The main goal of this paper is to analyze different methodologies and to quantitatively compare a set of algorithms for multi-objective global optimization, as an initial step toward a multidisciplinary design optimization framework for space transportation systems. Through a comparative analysis based on mathematical benchmarks, hierarchies among several stochastic techniques are proposed. This leads to the identification of two algorithms as the most promising for multidisciplinary design optimization applications: the nondominated sorting genetic algorithm-II (NSGA-II) and an improved version of particle swarm optimization. Then a significant advantage of the latter is highlighted on the problem of trajectory optimization for expendable launch vehicles.
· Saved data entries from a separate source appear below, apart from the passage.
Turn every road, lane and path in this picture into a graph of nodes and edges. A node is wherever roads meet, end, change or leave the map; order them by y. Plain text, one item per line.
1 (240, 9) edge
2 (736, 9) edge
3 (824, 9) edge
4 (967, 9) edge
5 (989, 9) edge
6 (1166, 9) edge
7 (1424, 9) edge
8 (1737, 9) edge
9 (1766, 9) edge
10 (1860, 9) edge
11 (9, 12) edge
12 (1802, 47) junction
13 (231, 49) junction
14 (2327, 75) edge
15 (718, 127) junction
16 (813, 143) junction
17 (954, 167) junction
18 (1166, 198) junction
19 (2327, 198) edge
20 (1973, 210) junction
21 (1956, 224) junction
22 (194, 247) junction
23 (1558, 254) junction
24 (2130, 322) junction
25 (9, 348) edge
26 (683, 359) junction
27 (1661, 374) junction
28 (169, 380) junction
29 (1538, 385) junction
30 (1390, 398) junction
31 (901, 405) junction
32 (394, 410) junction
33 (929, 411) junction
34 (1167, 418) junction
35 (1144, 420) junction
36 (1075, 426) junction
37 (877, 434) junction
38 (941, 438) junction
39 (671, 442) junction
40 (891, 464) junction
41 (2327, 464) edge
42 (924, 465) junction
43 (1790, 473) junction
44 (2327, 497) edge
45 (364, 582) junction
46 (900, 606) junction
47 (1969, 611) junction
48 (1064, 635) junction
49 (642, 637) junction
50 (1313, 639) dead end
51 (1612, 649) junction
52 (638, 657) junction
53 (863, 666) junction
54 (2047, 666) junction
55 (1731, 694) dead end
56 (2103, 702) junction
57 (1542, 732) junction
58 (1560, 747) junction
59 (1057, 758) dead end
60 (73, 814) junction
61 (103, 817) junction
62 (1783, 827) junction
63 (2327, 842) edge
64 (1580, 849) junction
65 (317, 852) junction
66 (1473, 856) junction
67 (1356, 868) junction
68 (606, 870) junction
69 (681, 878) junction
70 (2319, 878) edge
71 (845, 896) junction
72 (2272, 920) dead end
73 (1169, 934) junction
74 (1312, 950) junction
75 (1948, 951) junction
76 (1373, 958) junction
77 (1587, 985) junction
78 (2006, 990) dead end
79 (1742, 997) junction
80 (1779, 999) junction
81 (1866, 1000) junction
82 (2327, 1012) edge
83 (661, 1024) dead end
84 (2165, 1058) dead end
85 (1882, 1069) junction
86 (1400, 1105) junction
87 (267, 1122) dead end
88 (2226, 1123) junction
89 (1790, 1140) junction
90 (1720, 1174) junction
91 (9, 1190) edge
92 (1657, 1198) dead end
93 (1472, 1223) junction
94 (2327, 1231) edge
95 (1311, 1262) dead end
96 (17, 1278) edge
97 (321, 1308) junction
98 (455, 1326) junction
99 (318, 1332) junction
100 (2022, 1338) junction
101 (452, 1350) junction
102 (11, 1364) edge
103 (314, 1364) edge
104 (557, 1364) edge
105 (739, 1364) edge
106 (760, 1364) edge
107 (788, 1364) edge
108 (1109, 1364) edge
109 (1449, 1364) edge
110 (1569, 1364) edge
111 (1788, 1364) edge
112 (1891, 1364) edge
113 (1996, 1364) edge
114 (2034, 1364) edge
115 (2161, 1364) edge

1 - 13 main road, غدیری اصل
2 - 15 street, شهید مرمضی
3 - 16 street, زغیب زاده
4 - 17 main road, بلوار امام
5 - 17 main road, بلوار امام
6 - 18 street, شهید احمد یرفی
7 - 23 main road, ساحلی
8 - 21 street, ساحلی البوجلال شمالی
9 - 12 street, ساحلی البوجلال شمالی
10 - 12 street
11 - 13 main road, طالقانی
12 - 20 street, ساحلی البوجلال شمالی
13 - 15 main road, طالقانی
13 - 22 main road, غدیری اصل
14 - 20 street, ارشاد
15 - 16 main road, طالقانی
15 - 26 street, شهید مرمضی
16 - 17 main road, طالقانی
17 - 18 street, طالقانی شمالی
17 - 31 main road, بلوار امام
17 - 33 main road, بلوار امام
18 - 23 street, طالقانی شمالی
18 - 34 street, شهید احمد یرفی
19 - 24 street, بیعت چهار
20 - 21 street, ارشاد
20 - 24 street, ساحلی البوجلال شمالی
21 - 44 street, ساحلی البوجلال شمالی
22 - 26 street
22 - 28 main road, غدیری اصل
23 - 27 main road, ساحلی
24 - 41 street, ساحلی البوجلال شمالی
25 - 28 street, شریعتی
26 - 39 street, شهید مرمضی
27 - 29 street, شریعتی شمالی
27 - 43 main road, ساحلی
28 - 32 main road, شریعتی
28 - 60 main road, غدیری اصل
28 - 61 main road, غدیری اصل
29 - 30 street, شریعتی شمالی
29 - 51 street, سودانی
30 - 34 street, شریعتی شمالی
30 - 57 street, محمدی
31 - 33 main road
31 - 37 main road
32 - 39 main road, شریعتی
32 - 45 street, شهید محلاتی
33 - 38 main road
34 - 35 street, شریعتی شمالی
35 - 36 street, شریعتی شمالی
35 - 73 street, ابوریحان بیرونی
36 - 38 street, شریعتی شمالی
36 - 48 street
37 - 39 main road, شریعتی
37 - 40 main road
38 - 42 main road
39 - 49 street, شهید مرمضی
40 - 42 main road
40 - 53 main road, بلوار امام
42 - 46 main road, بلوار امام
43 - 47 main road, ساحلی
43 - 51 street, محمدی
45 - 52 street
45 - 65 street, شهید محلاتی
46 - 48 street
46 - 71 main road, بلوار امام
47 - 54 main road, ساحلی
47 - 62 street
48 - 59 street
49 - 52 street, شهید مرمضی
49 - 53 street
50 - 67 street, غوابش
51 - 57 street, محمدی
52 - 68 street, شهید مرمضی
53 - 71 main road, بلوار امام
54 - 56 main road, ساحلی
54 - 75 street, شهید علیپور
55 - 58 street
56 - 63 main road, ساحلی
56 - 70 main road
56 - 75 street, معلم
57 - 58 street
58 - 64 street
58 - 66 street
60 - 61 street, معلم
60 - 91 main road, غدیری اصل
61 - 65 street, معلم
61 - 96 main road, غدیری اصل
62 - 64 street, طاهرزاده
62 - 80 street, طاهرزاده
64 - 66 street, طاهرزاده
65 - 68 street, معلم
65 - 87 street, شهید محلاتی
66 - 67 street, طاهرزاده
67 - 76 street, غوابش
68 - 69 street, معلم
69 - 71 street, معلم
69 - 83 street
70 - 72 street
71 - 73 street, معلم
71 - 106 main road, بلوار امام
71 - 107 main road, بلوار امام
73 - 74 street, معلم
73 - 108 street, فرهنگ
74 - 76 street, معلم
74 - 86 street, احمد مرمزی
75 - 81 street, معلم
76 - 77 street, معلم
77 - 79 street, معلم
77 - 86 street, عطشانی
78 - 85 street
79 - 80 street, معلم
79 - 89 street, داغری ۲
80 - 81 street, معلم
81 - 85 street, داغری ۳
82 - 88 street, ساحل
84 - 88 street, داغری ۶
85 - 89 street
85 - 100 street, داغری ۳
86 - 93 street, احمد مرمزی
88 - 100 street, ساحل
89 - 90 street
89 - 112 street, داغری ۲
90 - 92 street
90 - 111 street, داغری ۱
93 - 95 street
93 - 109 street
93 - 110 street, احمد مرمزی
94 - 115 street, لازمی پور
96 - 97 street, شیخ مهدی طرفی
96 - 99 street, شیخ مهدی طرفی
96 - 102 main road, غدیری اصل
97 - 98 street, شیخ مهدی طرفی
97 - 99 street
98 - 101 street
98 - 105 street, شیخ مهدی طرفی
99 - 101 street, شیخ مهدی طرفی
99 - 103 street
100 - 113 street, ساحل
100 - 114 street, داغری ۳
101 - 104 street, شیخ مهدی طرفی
In this applicative scenario, the paper also aims at proving the capability of global methods to correctly assess the performance of expendable launch vehicles. Environmental, dynamical, and guidance models for the optimization of ascent trajectories are therefore introduced. Results for seven performance optimization test cases show that global techniques provide comparable payload masses with respect to traditional gradient-based methods. In addition to the trajectory models, historical linear regressions simulating an expendable launch vehicle's design cycle are described. The focus is in this case on the definition of a simple model as a test bench for the verification of the effectiveness of global methods on multidisciplinary design optimization problems, rather than on the quality of the design results. Three widely different expendable launch vehicle design optimization problems are successfully solved by applying the improved particle swarm optimization algorithm. This demonstrates the suitability of the developed global optimization architecture and algorithms for search-space exploration in multidisciplinary design optimization, paving the way for more detailed modeling and more realistic applications.